Considering that increasing age is a top risk factor for primary, or naturally occurring osteoarthritis (OA), an unmet need is that aging per se is not well studied in current OA models. Therefore, the mechanisms that cause the onset and early progression of age-related OA are incompletely understood and disease modifying therapies do not exist. Therefore, NOT-AG-19-037 was issued to ?accelerate the characterization of new or underutilized models? and ?test hypotheses that will lead to an improved understanding of the mechanisms of initiation and progression of OA.? Non-human primates are the closest evolutionary relative to humans and share many physiological and biological characteristics of human aging. The common marmoset is the smallest anthropoid primate with high potential for human translation and a lifespan amenable to studying mechanisms that initiate age-related disease. In young, male rodents, increased mTOR activity contributes to the onset of OA and inhibition of mTOR prevents injury-induced OA. However, it is not yet known if mTOR inhibition could slow the pathogenesis of naturally occurring OA that is prevalent in aging humans. Further, it is unknown if mTOR contributes to the pathogenesis of OA in females like in males. To resolve these gaps in knowledge, this proposal will pursue two specific aims.

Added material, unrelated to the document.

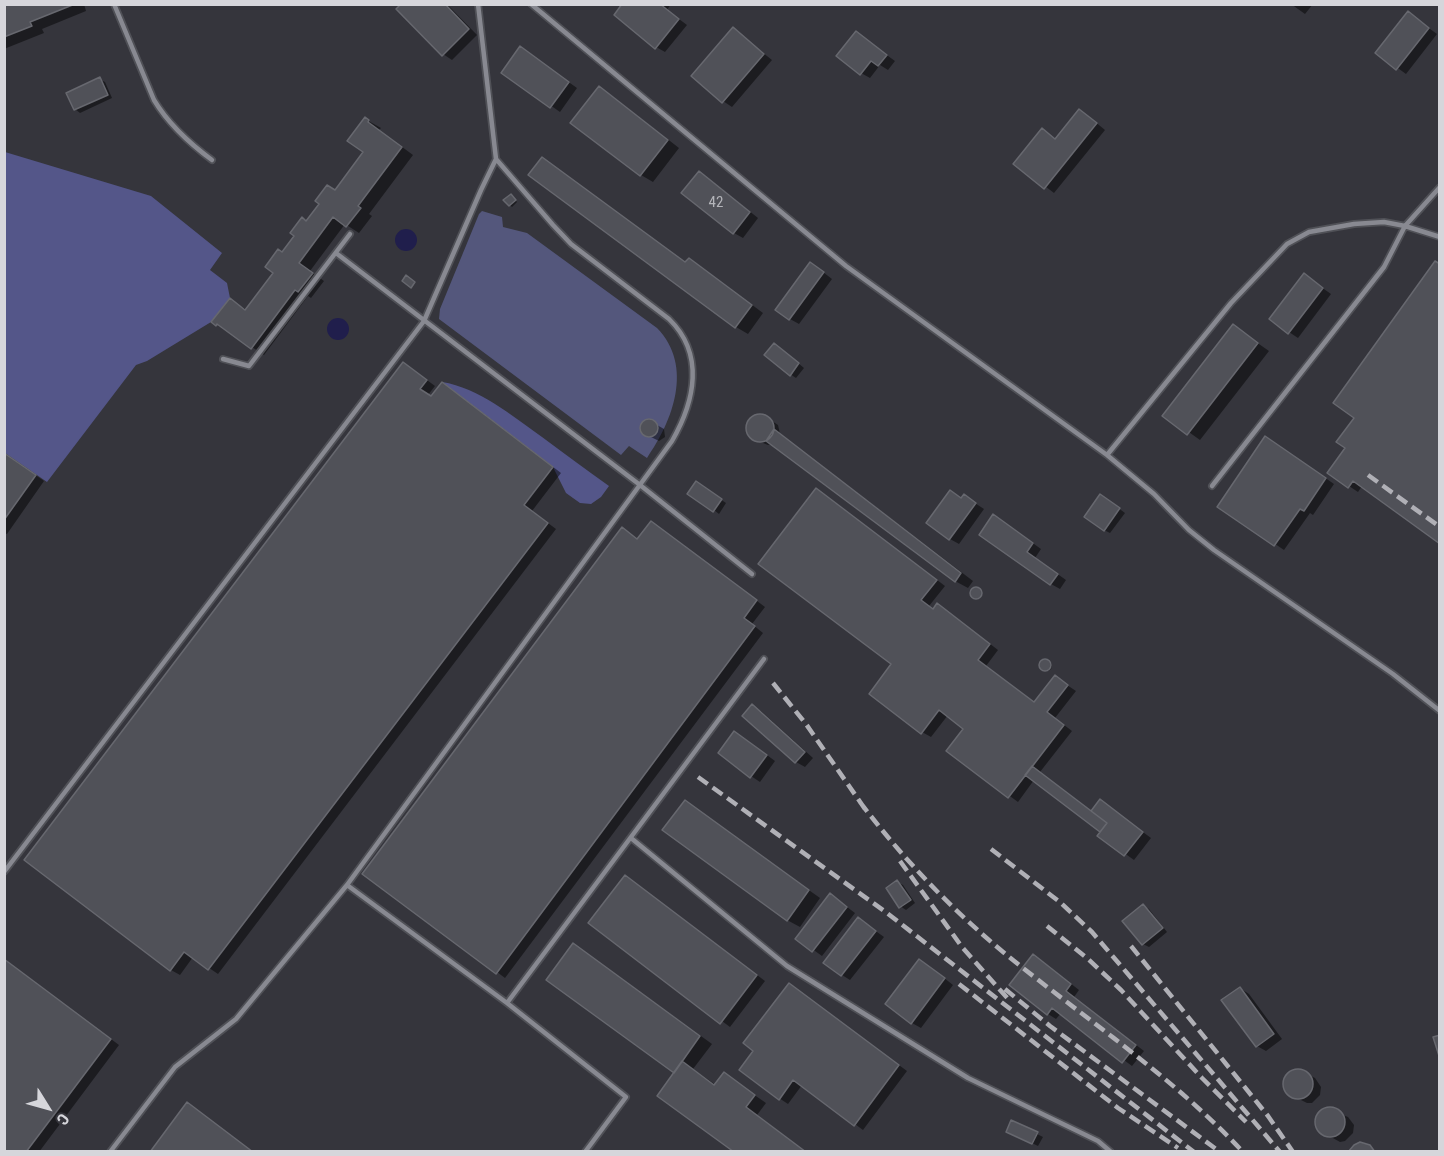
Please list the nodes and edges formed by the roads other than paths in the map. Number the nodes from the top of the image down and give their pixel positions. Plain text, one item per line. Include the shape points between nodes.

In Aim 1, we test the effect of age on naturally occurring OA in the marmoset. For this aim, we will use marmoset samples from the San Antonio Nathan Shock Center to comprehensively evaluate OA in articular cartilage, subchondral bone, synovium and menisci by high-resolution micro-computed tomography, histopathology, and immunohistochemistry in cohorts of adult, old, and older marmosets. We will also evaluate if OA is accompanied with marmoset behavior and activity linked to pain, immobility, and mortality.
In Aim 2, we will test the hypothesis that mTOR inhibition by rapamycin will lower naturally occurring knee OA pathology and modify behavior linked to pain in both male and female marmosets. For this aim, we will leverage an ongoing lifespan study in marmosets treated with placebo or the mTOR inhibitor rapamycin. Samples will be collected at necropsy to evaluate OA pathology and mTOR inhibition in articular cartilage, subchondral bone, synovium and menisci. mTOR inhibition will be evaluated by measuring downstream protein and gene targets via IHC and RNA sequencing. By completion of this project it is expected that we will develop the marmoset as a novel translational model of naturally occurring age-related OA and that we will identify if mTOR and downstream pathways contribute to the etiology and treatment of naturally occurring OA. Establishing the marmoset as a model to identify exploitable mechanisms will in turn help facilitate the development of disease- modifying therapies for human OA.
Establishing the common marmoset as a model of age-related osteoarthritis that is prevalent in older humans and testing mechanisms that initiate naturally occurring osteoarthritis will help facilitate the development of disease modifying therapies for human OA.